[Records from a collection]
━━━━━━━━━━━━━━━━
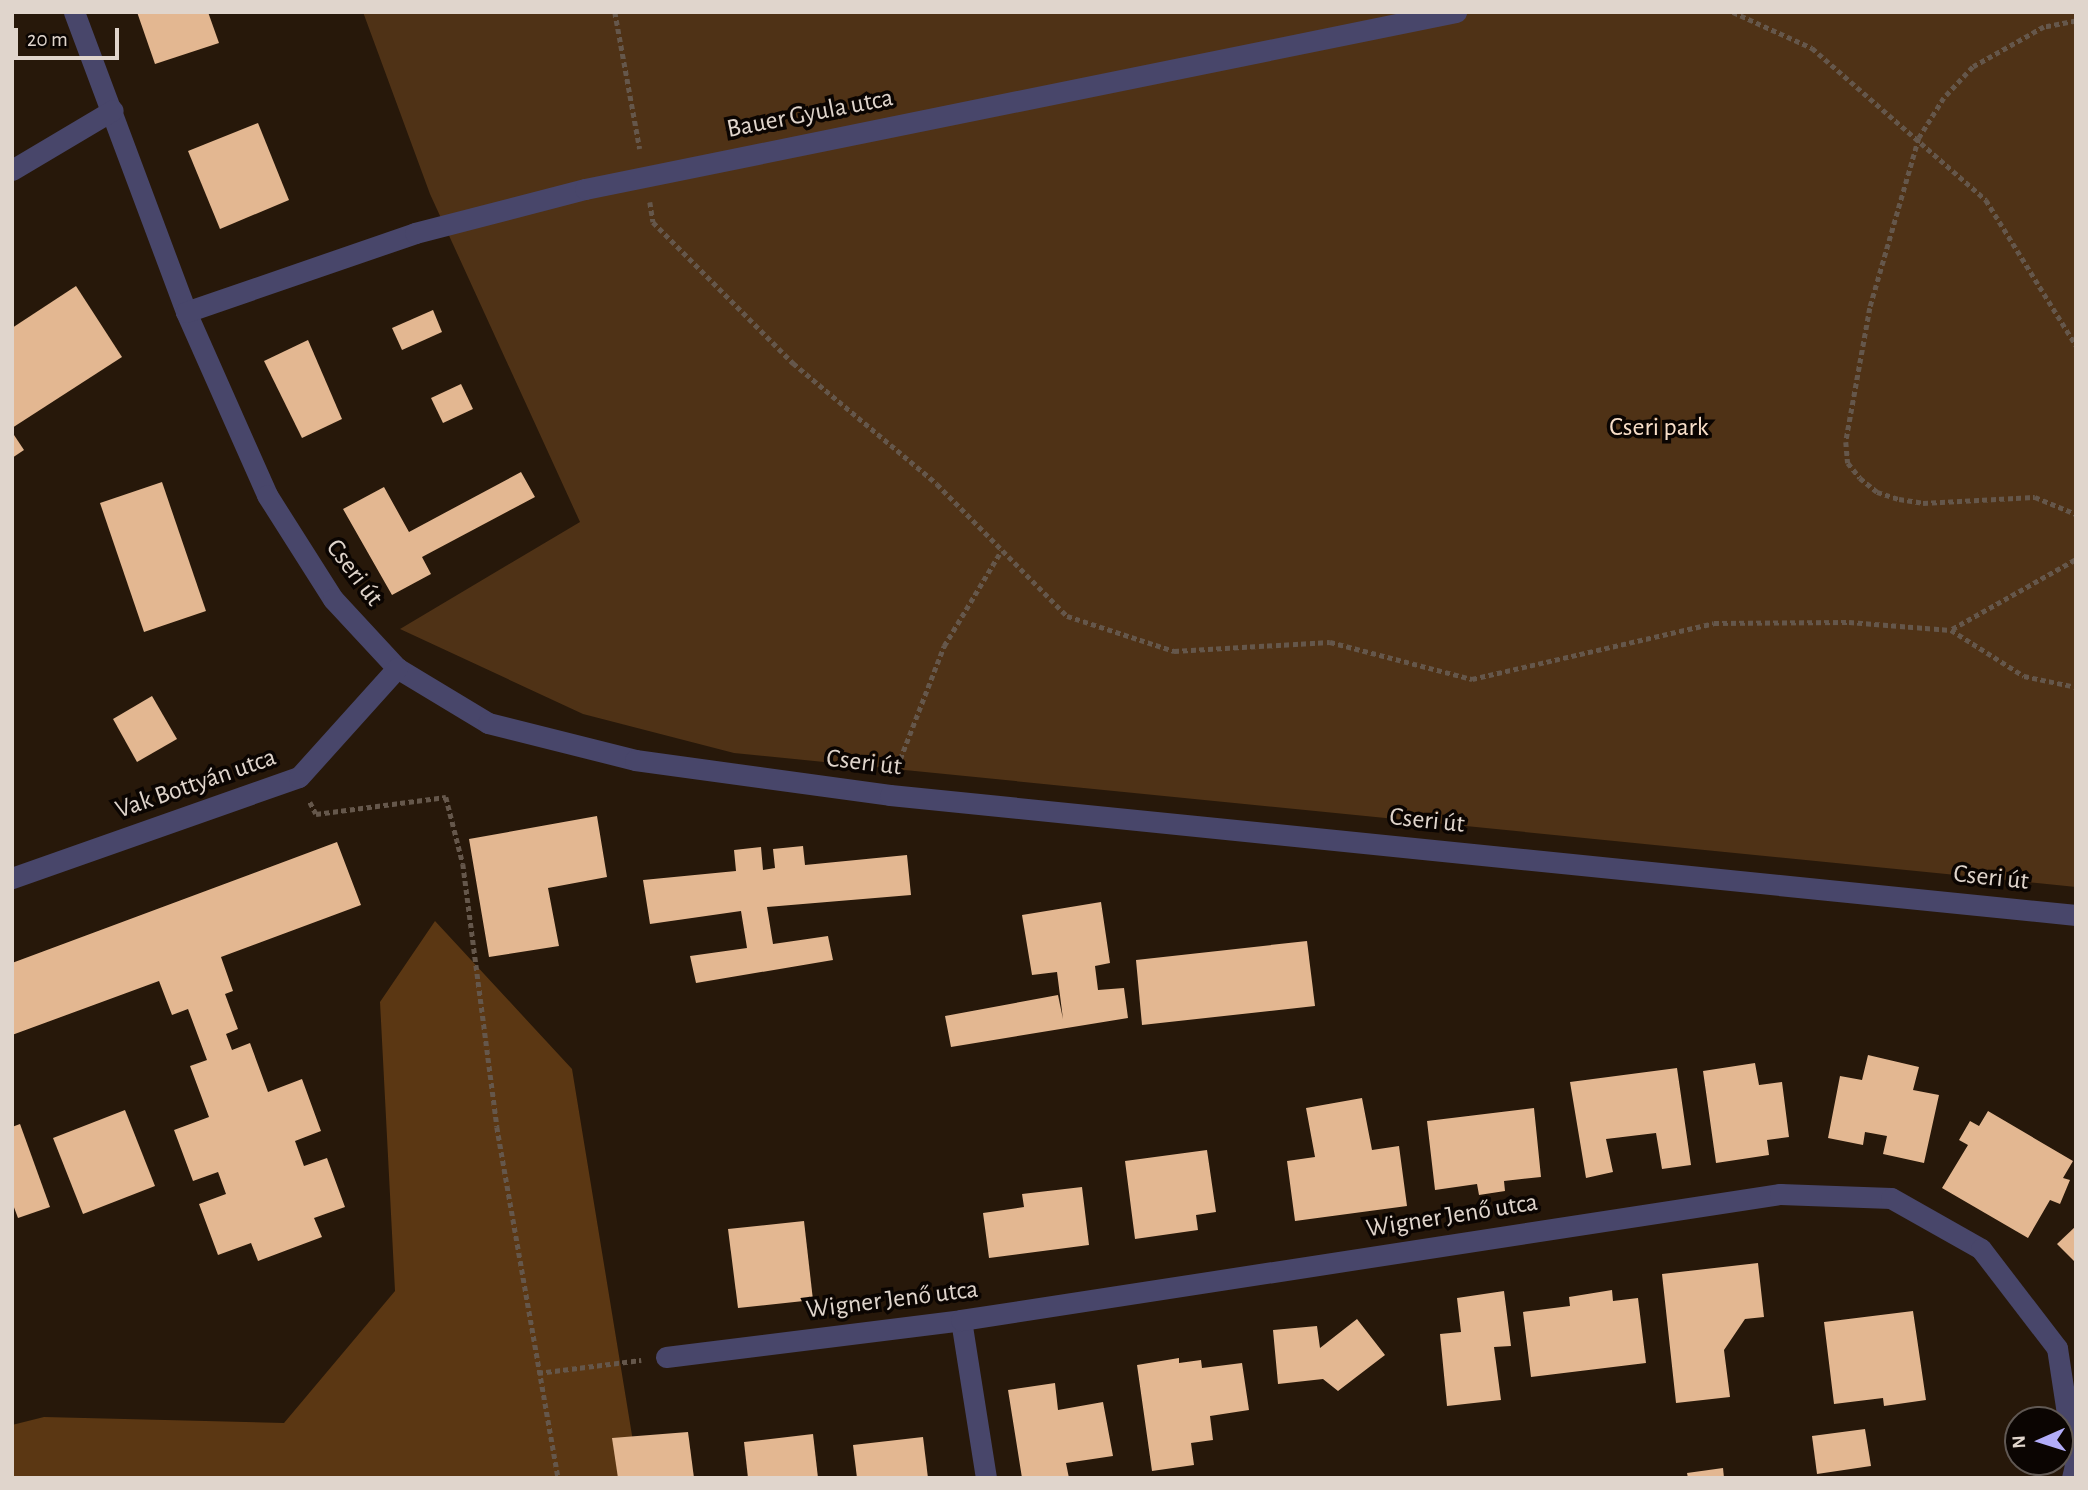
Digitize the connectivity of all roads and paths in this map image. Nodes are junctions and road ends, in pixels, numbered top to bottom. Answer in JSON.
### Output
{"nodes":[{"id":1,"x":74,"y":12,"type":"edge"},
{"id":2,"x":615,"y":12,"type":"edge"},
{"id":3,"x":1456,"y":12,"type":"edge"},
{"id":4,"x":1736,"y":13,"type":"edge"},
{"id":5,"x":2076,"y":21,"type":"edge"},
{"id":6,"x":113,"y":110,"type":"junction"},
{"id":7,"x":1919,"y":138,"type":"junction"},
{"id":8,"x":12,"y":170,"type":"edge"},
{"id":9,"x":645,"y":176,"type":"junction"},
{"id":10,"x":186,"y":312,"type":"junction"},
{"id":11,"x":2076,"y":345,"type":"edge"},
{"id":12,"x":2076,"y":513,"type":"edge"},
{"id":13,"x":1000,"y":551,"type":"junction"},
{"id":14,"x":2076,"y":559,"type":"edge"},
{"id":15,"x":1951,"y":630,"type":"junction"},
{"id":16,"x":397,"y":668,"type":"junction"},
{"id":17,"x":2076,"y":687,"type":"edge"},
{"id":18,"x":299,"y":777,"type":"junction"},
{"id":19,"x":890,"y":795,"type":"junction"},
{"id":20,"x":12,"y":878,"type":"edge"},
{"id":21,"x":2076,"y":915,"type":"edge"},
{"id":22,"x":961,"y":1320,"type":"junction"},
{"id":23,"x":666,"y":1357,"type":"joint"},
{"id":24,"x":538,"y":1373,"type":"junction"},
{"id":25,"x":558,"y":1478,"type":"edge"},
{"id":26,"x":986,"y":1478,"type":"edge"},
{"id":27,"x":2072,"y":1478,"type":"edge"}],
"edges":[{"from":1,"to":6,"type":"street","name":"Cseri út"},
{"from":2,"to":9,"type":"path"},
{"from":3,"to":9,"type":"street","name":"Bauer Gyula utca"},
{"from":4,"to":7,"type":"path"},
{"from":5,"to":7,"type":"path"},
{"from":6,"to":8,"type":"street"},
{"from":6,"to":10,"type":"street","name":"Cseri út"},
{"from":7,"to":11,"type":"path"},
{"from":7,"to":12,"type":"path"},
{"from":9,"to":10,"type":"street","name":"Bauer Gyula utca"},
{"from":9,"to":13,"type":"path"},
{"from":10,"to":16,"type":"street","name":"Cseri út"},
{"from":13,"to":15,"type":"path"},
{"from":13,"to":19,"type":"path"},
{"from":14,"to":15,"type":"path"},
{"from":15,"to":17,"type":"path"},
{"from":16,"to":18,"type":"street","name":"Vak Bottyán utca"},
{"from":16,"to":19,"type":"street","name":"Cseri út"},
{"from":18,"to":20,"type":"street","name":"Vak Bottyán utca"},
{"from":18,"to":24,"type":"path"},
{"from":19,"to":21,"type":"street","name":"Cseri út"},
{"from":22,"to":23,"type":"street","name":"Wigner Jenő utca"},
{"from":22,"to":26,"type":"street"},
{"from":22,"to":27,"type":"street","name":"Wigner Jenő utca"},
{"from":23,"to":24,"type":"path"},
{"from":24,"to":25,"type":"path"}]}
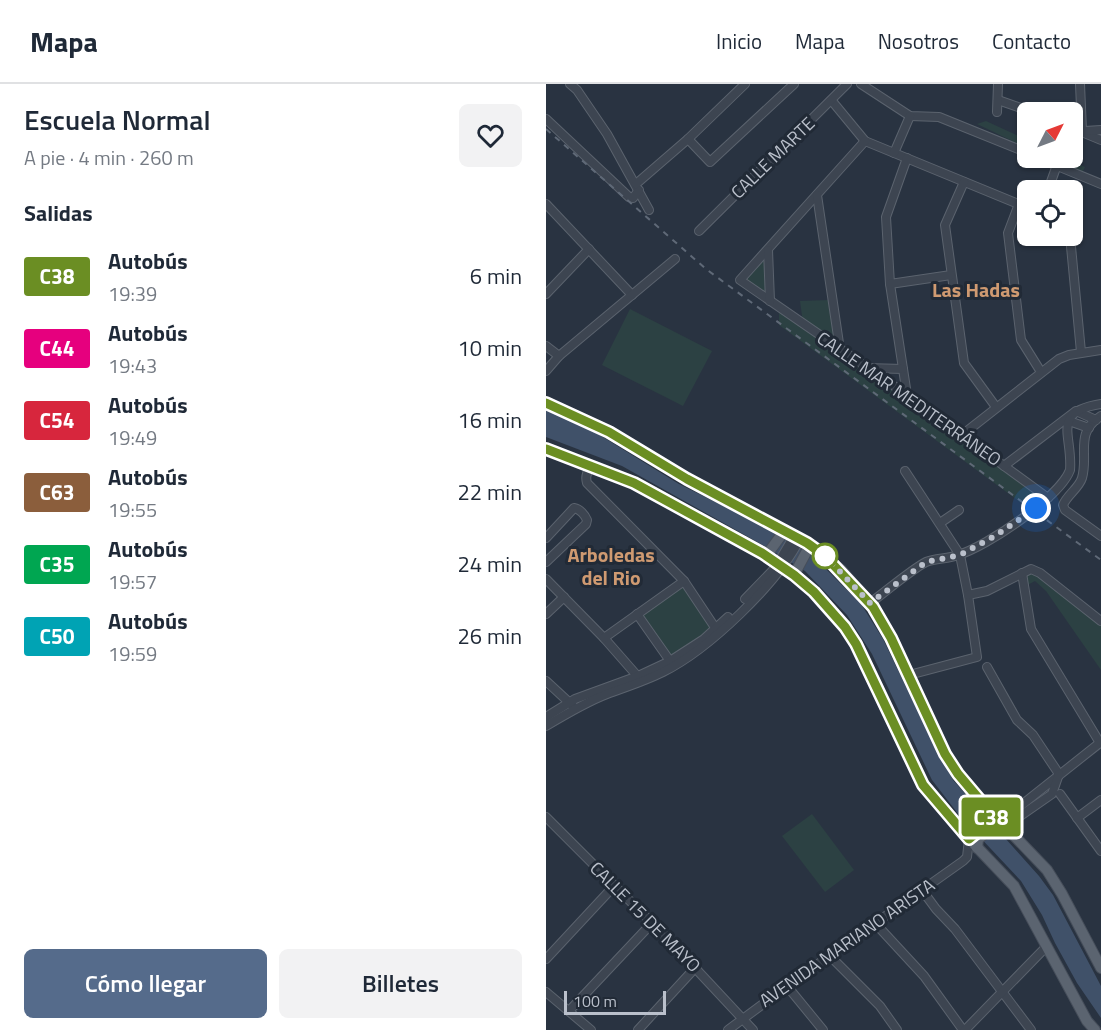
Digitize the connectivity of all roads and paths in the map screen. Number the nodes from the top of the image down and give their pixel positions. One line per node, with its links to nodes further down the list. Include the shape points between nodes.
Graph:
1 (745, 84): 20 (street)
2 (794, 84): 20 (street, via 710,162)
3 (847, 84): 10 (street, CALLE MARTE)
4 (861, 84): 9 (street)
5 (882, 84): 9 (street)
6 (998, 84): 11 (street)
7 (1080, 84): 12 (street)
8 (577, 86): 29 (street)
9 (880, 96): 15 (street)
10 (832, 100): 22 (street); 35 (street, CALLE MARTE)
11 (998, 100): 13 (street); 14 (street)
12 (1079, 102)
13 (1017, 107)
14 (997, 112)
15 (910, 116): 23 (street, via 939,117); 24 (street)
16 (546, 119): 29 (street, via 629,197 633,198)
17 (1083, 129): 18 (street)
18 (1101, 130)
19 (1083, 132): 21 (street)
20 (688, 139): 29 (street)
21 (1101, 140)
22 (865, 141): 24 (street); 30 (street, CALLE MAR MEDITERRÁNEO)
23 (1017, 149)
24 (894, 153): 25 (street)
25 (907, 158): 27 (street); 41 (street, via 886,217)
26 (1064, 168): 28 (street)
27 (964, 182): 32 (street); 40 (street, via 945,225)
28 (1101, 184)
29 (637, 187): 33 (street)
30 (817, 195): 38 (street, CALLE MAR MEDITERRÁNEO); 46 (street)
31 (546, 204): 37 (street)
32 (1017, 204)
33 (649, 210)
34 (1017, 217): 53 (street, via 1008,233 1021,340)
35 (699, 231)
36 (1071, 246): 48 (street)
37 (589, 249): 42 (street); 43 (street)
38 (768, 250): 44 (street); 44 (street, CALLE MAR MEDITERRÁNEO, via 740,280)
39 (675, 259): 43 (street)
40 (951, 275): 41 (street); 57 (street, via 964,363)
41 (890, 284): 51 (street)
42 (546, 294)
43 (632, 294): 49 (street)
44 (770, 301): 46 (street, CALLE MAR MEDITERRÁNEO)
45 (546, 346): 49 (street)
46 (840, 350): 50 (street, CALLE MAR MEDITERRÁNEO)
47 (1101, 350): 48 (street)
48 (1082, 352): 53 (street, via 1059,359)
49 (559, 356): 52 (street)
50 (865, 368): 51 (street); 54 (street, CALLE MAR MEDITERRÁNEO)
51 (903, 369): 54 (street)
52 (546, 371)
53 (1041, 372): 57 (street)
54 (907, 395): 62 (street, CALLE MAR MEDITERRÁNEO)
55 (546, 403): 72 (main road, via 609,432)
56 (1101, 405): 58 (street)
57 (996, 407): 62 (street)
58 (1076, 411): 59 (street); 60 (street); 65 (street)
59 (1098, 418): 61 (street)
60 (1069, 421): 61 (street); 67 (street, via 1070,470)
61 (1089, 428): 70 (street, via 1083,441 1081,479 1063,505)
62 (962, 435): 65 (street, CALLE MAR MEDITERRÁNEO)
63 (546, 449): 64 (main road)
64 (592, 466): 73 (main road, via 634,483); 79 (street, via 585,478 587,483)
65 (1004, 466): 67 (street, CALLE MAR MEDITERRÁNEO)
66 (905, 471): 69 (street)
67 (1048, 498): 74 (street, via 995,536)
68 (959, 510): 69 (street)
69 (940, 523): 74 (street)
70 (1101, 536)
71 (546, 538): 75 (street, via 574,508 588,520)
72 (796, 540): 73 (main road); 76 (main road); 76 (street); 82 (main road, via 841,570)
73 (769, 554): 76 (main road)
74 (960, 555): 80 (street); 82 (street, via 926,562)
75 (547, 560)
76 (786, 566): 86 (street); 103 (main road, via 845,627 919,778)
77 (1022, 573): 80 (street, via 987,591); 85 (street, via 1031,569 1040,573); 96 (street, via 1031,629)
78 (546, 579): 81 (street)
79 (684, 581): 84 (street); 86 (street)
80 (968, 595): 90 (street, via 976,657)
81 (561, 599): 83 (street); 87 (street)
82 (870, 603): 90 (main road)
83 (546, 614)
84 (637, 614): 87 (street); 88 (street)
85 (1101, 621)
86 (717, 631): 88 (street); 91 (street, via 674,667)
87 (604, 638): 91 (street)
88 (670, 661): 91 (street)
89 (987, 667): 97 (street, via 1017,720 1033,735)
90 (909, 675): 102 (main road, via 945,754)
91 (640, 678): 93 (street)
92 (546, 681): 93 (street)
93 (573, 706): 94 (street); 95 (street)
94 (546, 717)
95 (546, 726)
96 (1100, 743): 97 (street)
97 (1059, 774): 102 (street)
98 (1060, 794): 101 (street)
99 (1101, 800): 101 (street)
100 (546, 817): 106 (street, CALLE 15 DE MAYO)
101 (1077, 818): 104 (street)
102 (993, 821): 103 (main road); 114 (main road, via 1047,870)
103 (977, 843): 105 (street, AVENIDA MARIANO ARISTA); 105 (street); 110 (main road, via 1014,886)
104 (1101, 851)
105 (967, 857): 107 (street, AVENIDA MARIANO ARISTA)
106 (614, 886): 108 (street, CALLE 15 DE MAYO); 112 (street)
107 (922, 891): 109 (street, AVENIDA MARIANO ARISTA); 117 (street)
108 (652, 923): 113 (street, CALLE 15 DE MAYO); 118 (street)
109 (875, 923): 111 (street, AVENIDA MARIANO ARISTA); 126 (street, via 924,976)
110 (1047, 946): 117 (street); 128 (main road)
111 (830, 956): 115 (street, AVENIDA MARIANO ARISTA); 125 (street, via 880,1006)
112 (546, 959)
113 (695, 968): 119 (street, CALLE 15 DE MAYO); 121 (street)
114 (1101, 968)
115 (787, 986): 119 (street, AVENIDA MARIANO ARISTA); 124 (street)
116 (546, 992): 118 (street)
117 (1000, 992): 126 (street); 127 (street)
118 (569, 1011): 120 (street)
119 (743, 1017): 122 (street, AVENIDA MARIANO ARISTA); 123 (street, CALLE 15 DE MAYO)
120 (591, 1030)
121 (638, 1030)
122 (728, 1030)
123 (753, 1030)
124 (823, 1030)
125 (897, 1030)
126 (964, 1030)
127 (1031, 1030)
128 (1095, 1030)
━━━━━━━━━━━━━━━━
YOUR OBJECTIVE. Report each line of the entries where the word "name" occurs.

EXPECTED ANSWER.
"edges":[{"from":1,"to":6,"type":"street","name":"Cseri út"},
{"from":3,"to":9,"type":"street","name":"Bauer Gyula utca"},
{"from":6,"to":10,"type":"street","name":"Cseri út"},
{"from":9,"to":10,"type":"street","name":"Bauer Gyula utca"},
{"from":10,"to":16,"type":"street","name":"Cseri út"},
{"from":16,"to":18,"type":"street","name":"Vak Bottyán utca"},
{"from":16,"to":19,"type":"street","name":"Cseri út"},
{"from":18,"to":20,"type":"street","name":"Vak Bottyán utca"},
{"from":19,"to":21,"type":"street","name":"Cseri út"},
{"from":22,"to":23,"type":"street","name":"Wigner Jenő utca"},
{"from":22,"to":27,"type":"street","name":"Wigner Jenő utca"},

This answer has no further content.